(Entries taken from a collection)
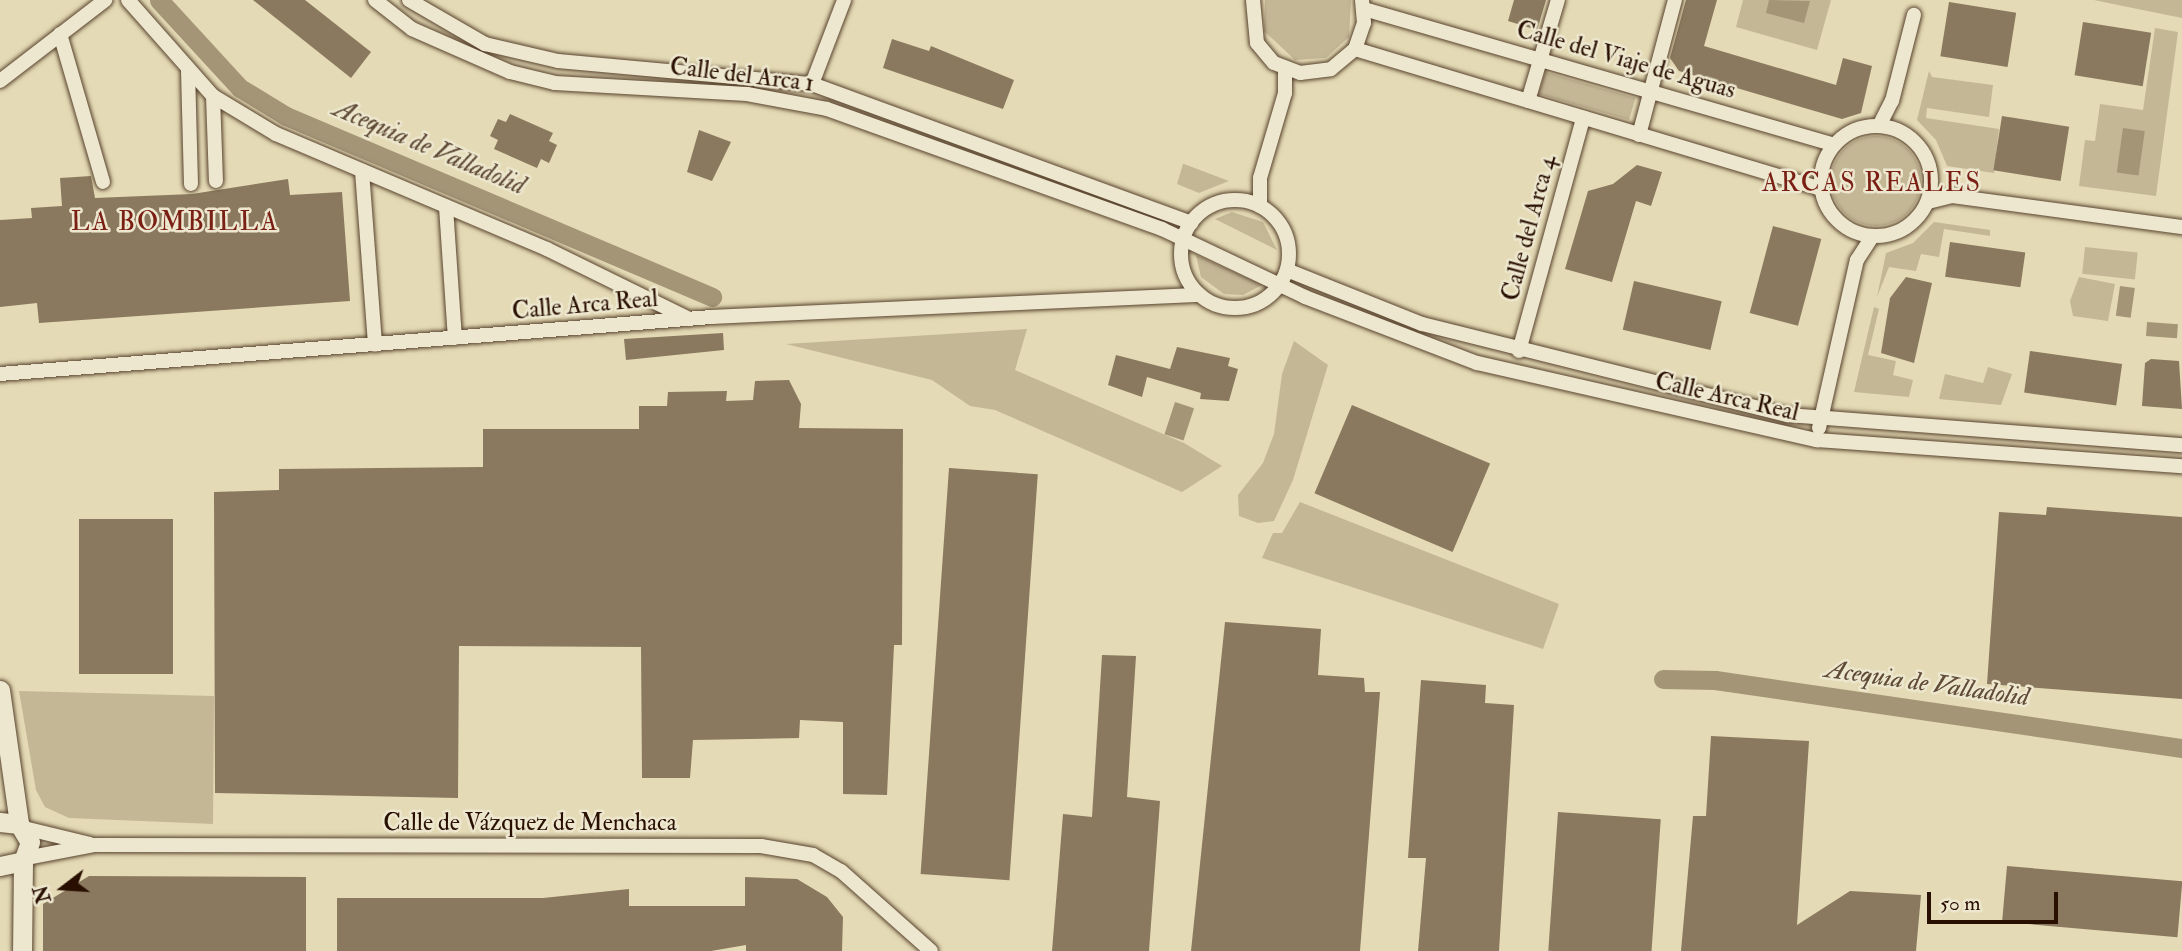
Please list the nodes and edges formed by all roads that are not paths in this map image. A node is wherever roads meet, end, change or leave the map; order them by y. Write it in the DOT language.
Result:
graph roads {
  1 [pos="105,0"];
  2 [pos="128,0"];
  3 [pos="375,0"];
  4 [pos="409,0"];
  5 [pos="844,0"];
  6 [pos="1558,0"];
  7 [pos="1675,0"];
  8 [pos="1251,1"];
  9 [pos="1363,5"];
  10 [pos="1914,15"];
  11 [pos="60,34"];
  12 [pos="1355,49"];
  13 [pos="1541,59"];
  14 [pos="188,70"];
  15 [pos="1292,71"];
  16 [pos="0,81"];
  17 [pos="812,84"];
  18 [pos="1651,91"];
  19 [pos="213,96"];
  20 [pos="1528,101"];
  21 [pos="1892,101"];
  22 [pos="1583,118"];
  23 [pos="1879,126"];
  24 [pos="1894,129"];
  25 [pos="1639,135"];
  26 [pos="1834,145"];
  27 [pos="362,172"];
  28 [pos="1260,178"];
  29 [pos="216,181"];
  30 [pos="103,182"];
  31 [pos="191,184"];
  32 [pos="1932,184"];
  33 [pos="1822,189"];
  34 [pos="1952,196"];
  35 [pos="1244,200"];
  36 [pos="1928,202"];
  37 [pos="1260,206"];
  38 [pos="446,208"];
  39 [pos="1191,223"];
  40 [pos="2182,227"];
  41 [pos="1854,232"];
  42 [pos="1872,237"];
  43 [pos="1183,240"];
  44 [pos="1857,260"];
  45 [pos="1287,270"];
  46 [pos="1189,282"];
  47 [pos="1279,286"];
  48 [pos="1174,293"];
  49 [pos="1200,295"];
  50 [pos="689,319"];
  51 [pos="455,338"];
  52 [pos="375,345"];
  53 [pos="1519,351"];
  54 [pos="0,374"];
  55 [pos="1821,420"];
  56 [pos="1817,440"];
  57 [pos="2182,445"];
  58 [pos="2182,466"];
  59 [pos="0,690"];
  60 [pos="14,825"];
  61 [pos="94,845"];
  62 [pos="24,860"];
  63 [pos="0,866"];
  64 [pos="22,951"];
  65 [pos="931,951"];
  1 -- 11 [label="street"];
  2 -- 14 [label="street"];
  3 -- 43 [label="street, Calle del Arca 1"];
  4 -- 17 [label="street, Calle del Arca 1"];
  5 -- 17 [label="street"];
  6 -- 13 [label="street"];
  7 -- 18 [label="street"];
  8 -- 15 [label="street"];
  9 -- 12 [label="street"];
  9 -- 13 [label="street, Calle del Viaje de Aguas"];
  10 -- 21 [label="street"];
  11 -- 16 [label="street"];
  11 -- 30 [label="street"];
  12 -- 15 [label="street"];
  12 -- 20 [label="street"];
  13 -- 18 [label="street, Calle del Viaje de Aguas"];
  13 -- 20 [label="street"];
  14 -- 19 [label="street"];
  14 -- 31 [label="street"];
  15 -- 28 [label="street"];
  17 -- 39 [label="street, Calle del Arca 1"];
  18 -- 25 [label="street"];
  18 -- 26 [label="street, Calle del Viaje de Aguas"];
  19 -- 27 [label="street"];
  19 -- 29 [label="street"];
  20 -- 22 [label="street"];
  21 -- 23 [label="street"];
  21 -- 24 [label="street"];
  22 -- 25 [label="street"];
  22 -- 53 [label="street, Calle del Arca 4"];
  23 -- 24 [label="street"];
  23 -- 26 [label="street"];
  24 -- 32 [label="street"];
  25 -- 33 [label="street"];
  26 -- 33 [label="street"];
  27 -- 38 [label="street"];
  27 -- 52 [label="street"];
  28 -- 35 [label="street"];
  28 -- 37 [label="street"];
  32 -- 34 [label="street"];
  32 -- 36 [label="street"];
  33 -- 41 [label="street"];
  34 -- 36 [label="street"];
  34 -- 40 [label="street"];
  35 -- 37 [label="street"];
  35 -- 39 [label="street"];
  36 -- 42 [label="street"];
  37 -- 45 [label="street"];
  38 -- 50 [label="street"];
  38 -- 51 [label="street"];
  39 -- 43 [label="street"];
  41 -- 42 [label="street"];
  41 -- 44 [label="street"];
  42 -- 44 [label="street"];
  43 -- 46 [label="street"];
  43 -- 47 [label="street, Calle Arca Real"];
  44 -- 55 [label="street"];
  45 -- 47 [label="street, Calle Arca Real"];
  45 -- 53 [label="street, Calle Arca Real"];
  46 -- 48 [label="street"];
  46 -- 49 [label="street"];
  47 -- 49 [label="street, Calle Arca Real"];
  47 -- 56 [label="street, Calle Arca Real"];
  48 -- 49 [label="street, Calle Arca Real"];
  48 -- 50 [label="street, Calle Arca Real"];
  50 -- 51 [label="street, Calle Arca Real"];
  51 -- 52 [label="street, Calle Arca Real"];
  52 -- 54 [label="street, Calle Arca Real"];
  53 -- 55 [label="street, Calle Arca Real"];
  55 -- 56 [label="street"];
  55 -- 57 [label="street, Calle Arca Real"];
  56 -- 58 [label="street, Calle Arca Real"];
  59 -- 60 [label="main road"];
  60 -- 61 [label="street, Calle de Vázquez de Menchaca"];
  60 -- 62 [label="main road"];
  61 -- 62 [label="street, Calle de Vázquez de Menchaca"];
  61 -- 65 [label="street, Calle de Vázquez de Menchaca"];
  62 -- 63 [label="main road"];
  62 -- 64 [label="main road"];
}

Exercise instructions | Each line above gets copied exactly; leave the pictures out.

Result of the exercise |
Please list the nodes and edges formed by all roads that are not paths in this map image. A node is wherever roads meet, end, change or leave the map; order them by y. Write it in the DOT language.
Result:
graph roads {
  1 [pos="105,0"];
  2 [pos="128,0"];
  3 [pos="375,0"];
  4 [pos="409,0"];
  5 [pos="844,0"];
  6 [pos="1558,0"];
  7 [pos="1675,0"];
  8 [pos="1251,1"];
  9 [pos="1363,5"];
  10 [pos="1914,15"];
  11 [pos="60,34"];
  12 [pos="1355,49"];
  13 [pos="1541,59"];
  14 [pos="188,70"];
  15 [pos="1292,71"];
  16 [pos="0,81"];
  17 [pos="812,84"];
  18 [pos="1651,91"];
  19 [pos="213,96"];
  20 [pos="1528,101"];
  21 [pos="1892,101"];
  22 [pos="1583,118"];
  23 [pos="1879,126"];
  24 [pos="1894,129"];
  25 [pos="1639,135"];
  26 [pos="1834,145"];
  27 [pos="362,172"];
  28 [pos="1260,178"];
  29 [pos="216,181"];
  30 [pos="103,182"];
  31 [pos="191,184"];
  32 [pos="1932,184"];
  33 [pos="1822,189"];
  34 [pos="1952,196"];
  35 [pos="1244,200"];
  36 [pos="1928,202"];
  37 [pos="1260,206"];
  38 [pos="446,208"];
  39 [pos="1191,223"];
  40 [pos="2182,227"];
  41 [pos="1854,232"];
  42 [pos="1872,237"];
  43 [pos="1183,240"];
  44 [pos="1857,260"];
  45 [pos="1287,270"];
  46 [pos="1189,282"];
  47 [pos="1279,286"];
  48 [pos="1174,293"];
  49 [pos="1200,295"];
  50 [pos="689,319"];
  51 [pos="455,338"];
  52 [pos="375,345"];
  53 [pos="1519,351"];
  54 [pos="0,374"];
  55 [pos="1821,420"];
  56 [pos="1817,440"];
  57 [pos="2182,445"];
  58 [pos="2182,466"];
  59 [pos="0,690"];
  60 [pos="14,825"];
  61 [pos="94,845"];
  62 [pos="24,860"];
  63 [pos="0,866"];
  64 [pos="22,951"];
  65 [pos="931,951"];
  1 -- 11 [label="street"];
  2 -- 14 [label="street"];
  3 -- 43 [label="street, Calle del Arca 1"];
  4 -- 17 [label="street, Calle del Arca 1"];
  5 -- 17 [label="street"];
  6 -- 13 [label="street"];
  7 -- 18 [label="street"];
  8 -- 15 [label="street"];
  9 -- 12 [label="street"];
  9 -- 13 [label="street, Calle del Viaje de Aguas"];
  10 -- 21 [label="street"];
  11 -- 16 [label="street"];
  11 -- 30 [label="street"];
  12 -- 15 [label="street"];
  12 -- 20 [label="street"];
  13 -- 18 [label="street, Calle del Viaje de Aguas"];
  13 -- 20 [label="street"];
  14 -- 19 [label="street"];
  14 -- 31 [label="street"];
  15 -- 28 [label="street"];
  17 -- 39 [label="street, Calle del Arca 1"];
  18 -- 25 [label="street"];
  18 -- 26 [label="street, Calle del Viaje de Aguas"];
  19 -- 27 [label="street"];
  19 -- 29 [label="street"];
  20 -- 22 [label="street"];
  21 -- 23 [label="street"];
  21 -- 24 [label="street"];
  22 -- 25 [label="street"];
  22 -- 53 [label="street, Calle del Arca 4"];
  23 -- 24 [label="street"];
  23 -- 26 [label="street"];
  24 -- 32 [label="street"];
  25 -- 33 [label="street"];
  26 -- 33 [label="street"];
  27 -- 38 [label="street"];
  27 -- 52 [label="street"];
  28 -- 35 [label="street"];
  28 -- 37 [label="street"];
  32 -- 34 [label="street"];
  32 -- 36 [label="street"];
  33 -- 41 [label="street"];
  34 -- 36 [label="street"];
  34 -- 40 [label="street"];
  35 -- 37 [label="street"];
  35 -- 39 [label="street"];
  36 -- 42 [label="street"];
  37 -- 45 [label="street"];
  38 -- 50 [label="street"];
  38 -- 51 [label="street"];
  39 -- 43 [label="street"];
  41 -- 42 [label="street"];
  41 -- 44 [label="street"];
  42 -- 44 [label="street"];
  43 -- 46 [label="street"];
  43 -- 47 [label="street, Calle Arca Real"];
  44 -- 55 [label="street"];
  45 -- 47 [label="street, Calle Arca Real"];
  45 -- 53 [label="street, Calle Arca Real"];
  46 -- 48 [label="street"];
  46 -- 49 [label="street"];
  47 -- 49 [label="street, Calle Arca Real"];
  47 -- 56 [label="street, Calle Arca Real"];
  48 -- 49 [label="street, Calle Arca Real"];
  48 -- 50 [label="street, Calle Arca Real"];
  50 -- 51 [label="street, Calle Arca Real"];
  51 -- 52 [label="street, Calle Arca Real"];
  52 -- 54 [label="street, Calle Arca Real"];
  53 -- 55 [label="street, Calle Arca Real"];
  55 -- 56 [label="street"];
  55 -- 57 [label="street, Calle Arca Real"];
  56 -- 58 [label="street, Calle Arca Real"];
  59 -- 60 [label="main road"];
  60 -- 61 [label="street, Calle de Vázquez de Menchaca"];
  60 -- 62 [label="main road"];
  61 -- 62 [label="street, Calle de Vázquez de Menchaca"];
  61 -- 65 [label="street, Calle de Vázquez de Menchaca"];
  62 -- 63 [label="main road"];
  62 -- 64 [label="main road"];
}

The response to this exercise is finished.